Elliot: "It's about damn time!"
I let my head fall back against the pillow, glancing at the time. It was three-forty in the morning. Elliot whined and pushed his nose against my mattress.
BEEP
I got out of bed and went into Madison's room.
Me: "Maddy? Are you awake?"
Madison: "How can I not be? The dog's been howling for the past ten minutes! I was asleep, and he keeps waking me up."
Me: "It's because of the beeping. Do you hear it?"
Madison: "Yes. I checked Darcy's room, but she doesn't have a smoke alarm. I don't know where it's coming from, and I'm getting really tired of the dog coming to me when things happen that he doesn't like. Why am I his go-to person?"
Me: "The beep is coming from my bedroom. Your dad has something hooked up behind my dresser, maybe it's that?"
We went to investigate. By now, I was laughing uncontrollably because Madison refused to whisper, and I kept shushing her, she kept saying she wouldn't, and just the thought of Tom waking up while all of this was happening, well, I couldn't stop giggling while imagining that conversation. As I've written multiple times, Tom is not someone who reacts well at being awakened.

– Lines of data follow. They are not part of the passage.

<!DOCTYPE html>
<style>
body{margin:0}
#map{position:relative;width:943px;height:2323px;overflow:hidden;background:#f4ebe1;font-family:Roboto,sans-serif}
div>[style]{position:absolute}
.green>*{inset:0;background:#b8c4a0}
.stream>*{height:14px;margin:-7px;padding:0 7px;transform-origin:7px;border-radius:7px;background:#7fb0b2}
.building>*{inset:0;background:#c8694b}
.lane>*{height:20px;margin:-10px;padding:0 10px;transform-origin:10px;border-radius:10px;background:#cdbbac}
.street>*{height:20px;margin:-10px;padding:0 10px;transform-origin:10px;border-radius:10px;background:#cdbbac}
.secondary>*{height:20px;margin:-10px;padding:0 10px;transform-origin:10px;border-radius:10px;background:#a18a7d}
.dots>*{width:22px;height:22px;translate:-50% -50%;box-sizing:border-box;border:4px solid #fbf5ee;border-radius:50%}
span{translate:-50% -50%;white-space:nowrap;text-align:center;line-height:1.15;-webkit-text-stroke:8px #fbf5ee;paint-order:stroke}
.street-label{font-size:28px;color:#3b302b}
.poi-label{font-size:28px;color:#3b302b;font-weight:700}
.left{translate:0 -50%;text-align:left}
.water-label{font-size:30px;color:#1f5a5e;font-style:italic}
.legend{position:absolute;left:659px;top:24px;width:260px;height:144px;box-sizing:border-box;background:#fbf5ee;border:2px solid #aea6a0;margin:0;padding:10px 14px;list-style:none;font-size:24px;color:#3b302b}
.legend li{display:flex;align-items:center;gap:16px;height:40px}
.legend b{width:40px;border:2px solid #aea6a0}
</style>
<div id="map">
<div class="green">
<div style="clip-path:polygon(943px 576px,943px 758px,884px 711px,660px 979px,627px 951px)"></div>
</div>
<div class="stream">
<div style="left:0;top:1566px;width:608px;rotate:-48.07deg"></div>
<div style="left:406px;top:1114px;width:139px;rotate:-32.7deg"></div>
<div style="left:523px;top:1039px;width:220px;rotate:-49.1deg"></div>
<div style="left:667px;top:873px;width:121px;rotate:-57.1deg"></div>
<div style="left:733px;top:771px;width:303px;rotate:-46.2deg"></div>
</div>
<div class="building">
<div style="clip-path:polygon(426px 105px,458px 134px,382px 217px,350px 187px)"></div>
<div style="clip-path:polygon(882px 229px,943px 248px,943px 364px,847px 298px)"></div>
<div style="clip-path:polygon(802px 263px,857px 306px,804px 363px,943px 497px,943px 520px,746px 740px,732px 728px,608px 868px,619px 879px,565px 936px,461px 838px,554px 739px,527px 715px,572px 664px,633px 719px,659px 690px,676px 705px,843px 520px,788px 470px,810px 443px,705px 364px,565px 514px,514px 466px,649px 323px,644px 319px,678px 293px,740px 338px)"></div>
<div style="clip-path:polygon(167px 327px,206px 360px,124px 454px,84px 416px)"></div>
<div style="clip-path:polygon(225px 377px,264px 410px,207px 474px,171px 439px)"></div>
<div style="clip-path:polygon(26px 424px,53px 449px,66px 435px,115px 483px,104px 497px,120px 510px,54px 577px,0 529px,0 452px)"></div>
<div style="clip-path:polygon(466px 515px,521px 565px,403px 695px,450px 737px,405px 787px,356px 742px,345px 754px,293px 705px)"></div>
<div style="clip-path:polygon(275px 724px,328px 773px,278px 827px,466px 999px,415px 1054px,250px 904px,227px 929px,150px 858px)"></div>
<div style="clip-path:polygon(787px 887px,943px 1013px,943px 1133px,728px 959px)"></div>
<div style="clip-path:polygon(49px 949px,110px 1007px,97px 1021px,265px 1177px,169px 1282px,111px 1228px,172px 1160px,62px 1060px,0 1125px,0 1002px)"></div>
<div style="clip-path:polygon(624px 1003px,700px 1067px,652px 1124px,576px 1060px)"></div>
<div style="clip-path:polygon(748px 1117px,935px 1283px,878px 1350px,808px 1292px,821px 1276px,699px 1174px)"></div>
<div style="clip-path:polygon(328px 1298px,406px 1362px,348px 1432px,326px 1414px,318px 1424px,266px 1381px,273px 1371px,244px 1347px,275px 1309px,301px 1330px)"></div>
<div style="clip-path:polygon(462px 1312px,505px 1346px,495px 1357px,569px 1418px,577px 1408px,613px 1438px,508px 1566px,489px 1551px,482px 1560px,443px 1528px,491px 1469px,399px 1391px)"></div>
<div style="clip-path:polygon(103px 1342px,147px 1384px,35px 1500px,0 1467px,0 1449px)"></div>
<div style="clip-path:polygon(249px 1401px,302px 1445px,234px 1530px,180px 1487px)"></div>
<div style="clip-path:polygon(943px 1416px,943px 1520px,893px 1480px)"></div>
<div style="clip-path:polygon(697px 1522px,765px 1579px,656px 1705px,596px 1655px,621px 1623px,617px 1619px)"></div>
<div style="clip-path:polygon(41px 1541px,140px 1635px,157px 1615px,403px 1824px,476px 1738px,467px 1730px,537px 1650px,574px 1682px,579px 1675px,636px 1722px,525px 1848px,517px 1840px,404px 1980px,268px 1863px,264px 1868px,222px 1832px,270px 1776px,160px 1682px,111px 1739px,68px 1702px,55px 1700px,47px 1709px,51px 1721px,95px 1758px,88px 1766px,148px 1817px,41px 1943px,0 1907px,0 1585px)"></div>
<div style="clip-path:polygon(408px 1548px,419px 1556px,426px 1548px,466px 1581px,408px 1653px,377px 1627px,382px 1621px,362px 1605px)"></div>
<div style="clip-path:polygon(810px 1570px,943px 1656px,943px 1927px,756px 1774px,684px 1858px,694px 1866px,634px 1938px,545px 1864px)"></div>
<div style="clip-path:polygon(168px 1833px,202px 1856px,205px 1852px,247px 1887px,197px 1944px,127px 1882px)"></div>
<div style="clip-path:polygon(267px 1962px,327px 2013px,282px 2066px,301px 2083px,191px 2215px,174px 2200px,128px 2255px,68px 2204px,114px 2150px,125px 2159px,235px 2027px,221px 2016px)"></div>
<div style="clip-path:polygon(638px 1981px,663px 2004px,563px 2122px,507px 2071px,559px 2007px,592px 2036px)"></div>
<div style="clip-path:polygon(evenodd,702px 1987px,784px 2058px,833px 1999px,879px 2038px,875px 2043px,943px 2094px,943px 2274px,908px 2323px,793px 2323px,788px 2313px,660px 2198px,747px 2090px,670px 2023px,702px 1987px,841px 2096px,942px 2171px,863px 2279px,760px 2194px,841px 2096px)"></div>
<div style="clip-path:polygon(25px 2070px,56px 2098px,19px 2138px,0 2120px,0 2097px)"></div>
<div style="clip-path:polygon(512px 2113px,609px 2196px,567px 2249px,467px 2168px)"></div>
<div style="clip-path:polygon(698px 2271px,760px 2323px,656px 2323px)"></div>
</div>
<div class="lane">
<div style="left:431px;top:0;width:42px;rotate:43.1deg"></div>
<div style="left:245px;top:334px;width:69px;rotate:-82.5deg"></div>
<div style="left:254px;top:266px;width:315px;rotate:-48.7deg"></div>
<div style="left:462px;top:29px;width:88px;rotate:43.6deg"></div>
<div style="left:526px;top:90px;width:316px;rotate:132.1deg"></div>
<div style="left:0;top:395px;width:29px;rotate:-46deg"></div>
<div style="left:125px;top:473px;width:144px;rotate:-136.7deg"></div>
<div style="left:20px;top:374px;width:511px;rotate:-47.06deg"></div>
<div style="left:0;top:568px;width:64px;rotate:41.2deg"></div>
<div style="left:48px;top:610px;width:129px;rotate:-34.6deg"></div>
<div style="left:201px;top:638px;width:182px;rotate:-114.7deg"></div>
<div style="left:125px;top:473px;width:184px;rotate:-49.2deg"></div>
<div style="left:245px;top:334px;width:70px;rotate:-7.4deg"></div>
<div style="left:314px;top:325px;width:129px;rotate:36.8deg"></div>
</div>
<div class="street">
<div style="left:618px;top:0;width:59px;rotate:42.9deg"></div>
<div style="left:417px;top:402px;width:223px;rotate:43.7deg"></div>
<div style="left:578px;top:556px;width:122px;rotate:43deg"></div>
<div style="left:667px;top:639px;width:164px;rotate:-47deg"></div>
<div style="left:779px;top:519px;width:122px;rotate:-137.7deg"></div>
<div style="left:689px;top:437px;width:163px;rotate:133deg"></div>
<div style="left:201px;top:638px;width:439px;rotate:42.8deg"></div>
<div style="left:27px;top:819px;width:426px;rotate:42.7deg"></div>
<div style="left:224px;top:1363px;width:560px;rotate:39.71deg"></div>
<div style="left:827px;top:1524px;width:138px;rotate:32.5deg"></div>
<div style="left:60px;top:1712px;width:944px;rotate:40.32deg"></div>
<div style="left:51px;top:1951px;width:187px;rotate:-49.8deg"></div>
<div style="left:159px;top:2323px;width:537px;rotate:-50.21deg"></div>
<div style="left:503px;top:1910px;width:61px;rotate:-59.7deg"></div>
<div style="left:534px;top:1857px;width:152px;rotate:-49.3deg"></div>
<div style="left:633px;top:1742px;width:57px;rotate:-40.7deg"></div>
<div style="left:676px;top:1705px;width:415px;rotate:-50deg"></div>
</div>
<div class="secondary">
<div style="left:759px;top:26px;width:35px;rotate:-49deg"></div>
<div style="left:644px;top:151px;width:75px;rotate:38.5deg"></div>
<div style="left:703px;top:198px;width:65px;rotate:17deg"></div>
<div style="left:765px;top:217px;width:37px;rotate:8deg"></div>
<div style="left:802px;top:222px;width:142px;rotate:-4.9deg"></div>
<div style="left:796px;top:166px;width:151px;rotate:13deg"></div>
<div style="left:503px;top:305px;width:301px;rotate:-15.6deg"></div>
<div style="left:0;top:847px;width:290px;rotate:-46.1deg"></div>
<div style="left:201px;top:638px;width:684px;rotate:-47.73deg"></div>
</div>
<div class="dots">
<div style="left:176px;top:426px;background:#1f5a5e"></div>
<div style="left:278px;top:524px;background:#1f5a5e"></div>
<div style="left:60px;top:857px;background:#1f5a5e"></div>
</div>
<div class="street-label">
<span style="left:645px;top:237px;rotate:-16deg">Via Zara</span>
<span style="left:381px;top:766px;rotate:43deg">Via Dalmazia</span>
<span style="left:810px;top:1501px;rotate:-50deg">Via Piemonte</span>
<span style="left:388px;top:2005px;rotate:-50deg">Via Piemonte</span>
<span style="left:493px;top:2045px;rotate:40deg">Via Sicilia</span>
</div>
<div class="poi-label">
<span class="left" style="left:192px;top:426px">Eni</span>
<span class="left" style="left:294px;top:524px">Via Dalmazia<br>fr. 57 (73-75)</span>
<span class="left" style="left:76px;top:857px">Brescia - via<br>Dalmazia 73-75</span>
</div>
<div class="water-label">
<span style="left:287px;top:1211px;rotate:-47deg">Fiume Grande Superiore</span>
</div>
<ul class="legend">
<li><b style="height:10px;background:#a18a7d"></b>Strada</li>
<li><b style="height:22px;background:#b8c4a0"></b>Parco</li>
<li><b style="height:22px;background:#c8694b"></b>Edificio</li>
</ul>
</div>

Madison: "That's just a wifi thing behind your dresser. It doesn't beep."
Me: "Let's just sit here until we hear it again. I'm telling you, it's coming from in this room."
Madison: "I'm Googling beeping after removing the battery from an alarm."

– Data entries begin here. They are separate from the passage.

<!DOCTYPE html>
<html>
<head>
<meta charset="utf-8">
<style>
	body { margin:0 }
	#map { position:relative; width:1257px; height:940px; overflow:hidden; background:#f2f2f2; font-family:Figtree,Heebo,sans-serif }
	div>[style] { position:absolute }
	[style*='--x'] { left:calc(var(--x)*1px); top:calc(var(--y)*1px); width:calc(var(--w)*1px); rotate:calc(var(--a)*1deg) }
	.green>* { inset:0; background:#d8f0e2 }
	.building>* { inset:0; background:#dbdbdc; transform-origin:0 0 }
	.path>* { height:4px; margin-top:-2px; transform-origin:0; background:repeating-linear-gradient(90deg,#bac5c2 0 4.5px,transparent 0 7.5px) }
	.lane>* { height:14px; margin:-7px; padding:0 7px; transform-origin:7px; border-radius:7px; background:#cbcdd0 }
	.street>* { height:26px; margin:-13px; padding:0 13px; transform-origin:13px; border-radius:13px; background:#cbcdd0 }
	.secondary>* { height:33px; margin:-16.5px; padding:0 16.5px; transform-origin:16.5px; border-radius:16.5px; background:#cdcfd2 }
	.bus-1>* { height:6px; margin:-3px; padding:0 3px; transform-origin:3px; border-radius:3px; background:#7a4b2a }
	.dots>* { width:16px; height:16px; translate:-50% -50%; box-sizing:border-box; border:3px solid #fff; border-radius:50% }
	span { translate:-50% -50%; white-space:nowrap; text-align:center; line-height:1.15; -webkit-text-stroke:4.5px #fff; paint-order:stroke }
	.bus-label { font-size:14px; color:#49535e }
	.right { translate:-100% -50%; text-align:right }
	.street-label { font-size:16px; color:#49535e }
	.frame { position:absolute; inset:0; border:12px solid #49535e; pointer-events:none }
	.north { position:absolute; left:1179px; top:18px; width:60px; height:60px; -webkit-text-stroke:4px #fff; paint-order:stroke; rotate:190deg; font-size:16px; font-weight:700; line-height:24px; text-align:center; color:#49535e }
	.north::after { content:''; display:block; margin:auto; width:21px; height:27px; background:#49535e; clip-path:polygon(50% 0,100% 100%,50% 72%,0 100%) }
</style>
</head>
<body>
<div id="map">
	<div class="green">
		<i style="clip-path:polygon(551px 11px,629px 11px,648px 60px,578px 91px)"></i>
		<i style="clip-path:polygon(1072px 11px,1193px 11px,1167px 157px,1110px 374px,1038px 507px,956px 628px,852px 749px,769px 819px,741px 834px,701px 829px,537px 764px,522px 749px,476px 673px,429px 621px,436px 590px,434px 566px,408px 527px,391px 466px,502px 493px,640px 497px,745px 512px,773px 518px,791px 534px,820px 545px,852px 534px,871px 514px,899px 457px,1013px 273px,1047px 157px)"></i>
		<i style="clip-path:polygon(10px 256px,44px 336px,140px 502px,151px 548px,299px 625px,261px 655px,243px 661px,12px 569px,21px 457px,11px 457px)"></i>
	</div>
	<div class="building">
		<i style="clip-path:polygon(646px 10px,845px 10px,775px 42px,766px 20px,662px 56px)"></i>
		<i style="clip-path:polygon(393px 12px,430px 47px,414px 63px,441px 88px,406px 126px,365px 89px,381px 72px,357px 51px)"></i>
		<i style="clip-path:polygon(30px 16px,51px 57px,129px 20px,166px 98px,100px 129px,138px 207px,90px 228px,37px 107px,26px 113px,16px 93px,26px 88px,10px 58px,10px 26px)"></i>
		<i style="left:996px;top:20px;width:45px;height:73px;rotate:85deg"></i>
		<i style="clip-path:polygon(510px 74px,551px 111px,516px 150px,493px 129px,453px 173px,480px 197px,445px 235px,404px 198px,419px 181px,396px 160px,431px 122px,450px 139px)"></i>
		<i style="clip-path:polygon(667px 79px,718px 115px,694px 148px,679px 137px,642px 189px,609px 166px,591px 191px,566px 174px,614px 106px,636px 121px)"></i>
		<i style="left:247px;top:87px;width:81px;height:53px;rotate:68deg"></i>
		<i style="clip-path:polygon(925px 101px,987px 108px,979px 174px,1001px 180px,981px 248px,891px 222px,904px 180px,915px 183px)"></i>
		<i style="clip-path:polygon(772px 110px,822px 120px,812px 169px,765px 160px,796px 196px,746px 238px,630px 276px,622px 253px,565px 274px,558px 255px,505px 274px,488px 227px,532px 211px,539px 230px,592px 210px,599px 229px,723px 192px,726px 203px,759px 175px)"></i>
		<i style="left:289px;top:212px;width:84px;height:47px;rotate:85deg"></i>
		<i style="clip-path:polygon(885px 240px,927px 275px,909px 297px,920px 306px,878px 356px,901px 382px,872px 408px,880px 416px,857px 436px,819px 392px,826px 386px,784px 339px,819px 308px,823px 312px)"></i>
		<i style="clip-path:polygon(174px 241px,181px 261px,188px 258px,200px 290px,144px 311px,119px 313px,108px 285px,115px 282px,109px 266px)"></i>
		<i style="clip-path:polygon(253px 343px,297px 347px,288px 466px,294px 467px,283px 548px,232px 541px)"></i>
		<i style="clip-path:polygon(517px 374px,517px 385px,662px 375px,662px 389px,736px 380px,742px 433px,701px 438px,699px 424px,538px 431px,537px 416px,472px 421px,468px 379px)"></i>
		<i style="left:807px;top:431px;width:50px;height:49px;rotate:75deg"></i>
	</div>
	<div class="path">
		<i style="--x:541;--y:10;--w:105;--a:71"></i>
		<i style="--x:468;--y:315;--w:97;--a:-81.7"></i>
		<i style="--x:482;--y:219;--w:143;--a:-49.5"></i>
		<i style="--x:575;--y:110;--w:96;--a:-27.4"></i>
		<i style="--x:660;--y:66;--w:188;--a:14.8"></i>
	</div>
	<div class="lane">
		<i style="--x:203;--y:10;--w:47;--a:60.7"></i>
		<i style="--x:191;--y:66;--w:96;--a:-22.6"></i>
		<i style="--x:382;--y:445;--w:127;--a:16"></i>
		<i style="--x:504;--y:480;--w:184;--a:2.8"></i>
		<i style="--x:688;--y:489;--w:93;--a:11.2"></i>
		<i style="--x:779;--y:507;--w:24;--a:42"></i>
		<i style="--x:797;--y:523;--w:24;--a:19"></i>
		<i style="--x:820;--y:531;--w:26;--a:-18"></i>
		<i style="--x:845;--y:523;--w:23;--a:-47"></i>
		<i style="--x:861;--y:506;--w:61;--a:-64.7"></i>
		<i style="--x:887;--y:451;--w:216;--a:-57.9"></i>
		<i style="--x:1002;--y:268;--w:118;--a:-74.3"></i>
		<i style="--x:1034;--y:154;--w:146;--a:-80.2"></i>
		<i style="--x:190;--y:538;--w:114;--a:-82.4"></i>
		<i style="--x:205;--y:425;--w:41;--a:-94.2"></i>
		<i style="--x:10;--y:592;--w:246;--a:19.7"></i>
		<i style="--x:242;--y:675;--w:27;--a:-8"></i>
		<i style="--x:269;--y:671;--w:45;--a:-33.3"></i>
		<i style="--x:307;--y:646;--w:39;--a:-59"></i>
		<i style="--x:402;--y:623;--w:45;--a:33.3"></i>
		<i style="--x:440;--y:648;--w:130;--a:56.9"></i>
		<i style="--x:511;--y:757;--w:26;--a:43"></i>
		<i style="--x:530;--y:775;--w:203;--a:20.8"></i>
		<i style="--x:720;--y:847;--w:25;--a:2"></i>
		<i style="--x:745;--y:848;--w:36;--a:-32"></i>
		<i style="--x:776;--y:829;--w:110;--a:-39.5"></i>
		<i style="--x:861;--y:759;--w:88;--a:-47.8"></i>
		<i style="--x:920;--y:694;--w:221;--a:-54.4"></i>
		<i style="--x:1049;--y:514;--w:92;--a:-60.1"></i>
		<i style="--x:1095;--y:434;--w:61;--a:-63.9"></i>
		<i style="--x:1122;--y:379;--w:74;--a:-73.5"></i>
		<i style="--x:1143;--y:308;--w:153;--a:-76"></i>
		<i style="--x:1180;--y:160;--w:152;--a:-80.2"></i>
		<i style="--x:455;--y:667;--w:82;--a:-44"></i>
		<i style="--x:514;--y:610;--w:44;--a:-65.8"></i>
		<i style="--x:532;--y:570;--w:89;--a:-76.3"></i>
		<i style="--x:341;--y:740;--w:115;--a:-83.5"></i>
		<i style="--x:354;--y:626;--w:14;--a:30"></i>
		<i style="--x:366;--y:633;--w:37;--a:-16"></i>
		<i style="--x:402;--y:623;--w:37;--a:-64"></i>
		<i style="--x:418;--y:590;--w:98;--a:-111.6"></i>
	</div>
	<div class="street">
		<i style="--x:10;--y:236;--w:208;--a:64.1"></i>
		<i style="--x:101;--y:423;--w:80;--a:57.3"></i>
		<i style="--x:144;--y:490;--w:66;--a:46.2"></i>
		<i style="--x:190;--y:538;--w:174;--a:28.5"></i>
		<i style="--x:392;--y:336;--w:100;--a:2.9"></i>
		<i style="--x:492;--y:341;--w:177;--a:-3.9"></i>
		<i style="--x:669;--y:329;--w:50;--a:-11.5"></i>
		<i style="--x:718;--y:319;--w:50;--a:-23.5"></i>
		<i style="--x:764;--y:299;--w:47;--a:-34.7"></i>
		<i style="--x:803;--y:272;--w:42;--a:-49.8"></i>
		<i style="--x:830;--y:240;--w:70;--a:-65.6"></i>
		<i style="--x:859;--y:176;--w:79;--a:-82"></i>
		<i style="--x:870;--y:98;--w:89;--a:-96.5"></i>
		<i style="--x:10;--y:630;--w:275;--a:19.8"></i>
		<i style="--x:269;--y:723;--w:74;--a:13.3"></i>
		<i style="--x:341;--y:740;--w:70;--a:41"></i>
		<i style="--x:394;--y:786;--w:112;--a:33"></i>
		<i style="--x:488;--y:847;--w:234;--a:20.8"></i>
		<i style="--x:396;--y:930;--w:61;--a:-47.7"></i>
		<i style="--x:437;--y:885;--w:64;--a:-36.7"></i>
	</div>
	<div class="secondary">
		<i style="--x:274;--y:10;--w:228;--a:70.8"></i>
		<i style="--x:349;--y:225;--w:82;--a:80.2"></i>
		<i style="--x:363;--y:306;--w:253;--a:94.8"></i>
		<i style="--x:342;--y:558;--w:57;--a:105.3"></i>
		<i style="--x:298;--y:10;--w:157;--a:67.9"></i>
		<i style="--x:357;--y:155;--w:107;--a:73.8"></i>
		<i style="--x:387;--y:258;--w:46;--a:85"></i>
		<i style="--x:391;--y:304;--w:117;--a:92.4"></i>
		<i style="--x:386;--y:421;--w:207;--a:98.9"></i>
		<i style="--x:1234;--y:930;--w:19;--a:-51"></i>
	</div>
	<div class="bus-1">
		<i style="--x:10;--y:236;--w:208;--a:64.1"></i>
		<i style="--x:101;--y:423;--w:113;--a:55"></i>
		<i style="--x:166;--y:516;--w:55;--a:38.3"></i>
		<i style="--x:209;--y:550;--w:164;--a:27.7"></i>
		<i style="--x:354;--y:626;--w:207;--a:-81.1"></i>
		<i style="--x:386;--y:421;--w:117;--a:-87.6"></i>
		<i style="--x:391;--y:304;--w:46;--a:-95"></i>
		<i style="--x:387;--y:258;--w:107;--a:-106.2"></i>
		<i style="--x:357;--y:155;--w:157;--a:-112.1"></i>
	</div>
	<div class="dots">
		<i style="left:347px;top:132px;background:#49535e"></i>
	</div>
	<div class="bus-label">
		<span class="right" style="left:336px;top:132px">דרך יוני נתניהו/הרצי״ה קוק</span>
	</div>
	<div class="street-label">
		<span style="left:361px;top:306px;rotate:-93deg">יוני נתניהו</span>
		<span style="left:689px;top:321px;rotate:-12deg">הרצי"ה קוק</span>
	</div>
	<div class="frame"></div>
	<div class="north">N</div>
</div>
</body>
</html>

We sat, Madison on the floor with the dog, googling on her phone, and me on a chair. Tom snored. When the beep finally came, it was loud, and it came from my left. I squinted at my closet while the dark recesses of my brain stumbled through files until I had a eureka moment, remembering once seeing an object in the closet that resembled a smoke alarm.
The three of us scrunched into the closet, Madison and I shining our lights around the ceiling. There, above the door, was a smaller version of the smoke alarm we'd already disabled. Immediately it beeped as if rewarding us for our find. Madison ripped the cover off, removed the battery, and added it to the other on the piano bench. This sent me dissolving into laughter again at picturing Tom's expression when discovering this collection in the morning.
It was four o'clock by the time we finally got into bed and were able to drift off to sleep. We slept well into the late morning, where we then told our story and discovered that a month ago, Tom and Oleg had changed out the smoke alarm batteries...with expired batteries.
Tom: "Guess that tells us for sure that the expiration dates on batteries mean something."
He's lucky Madison and I were tired and walked away.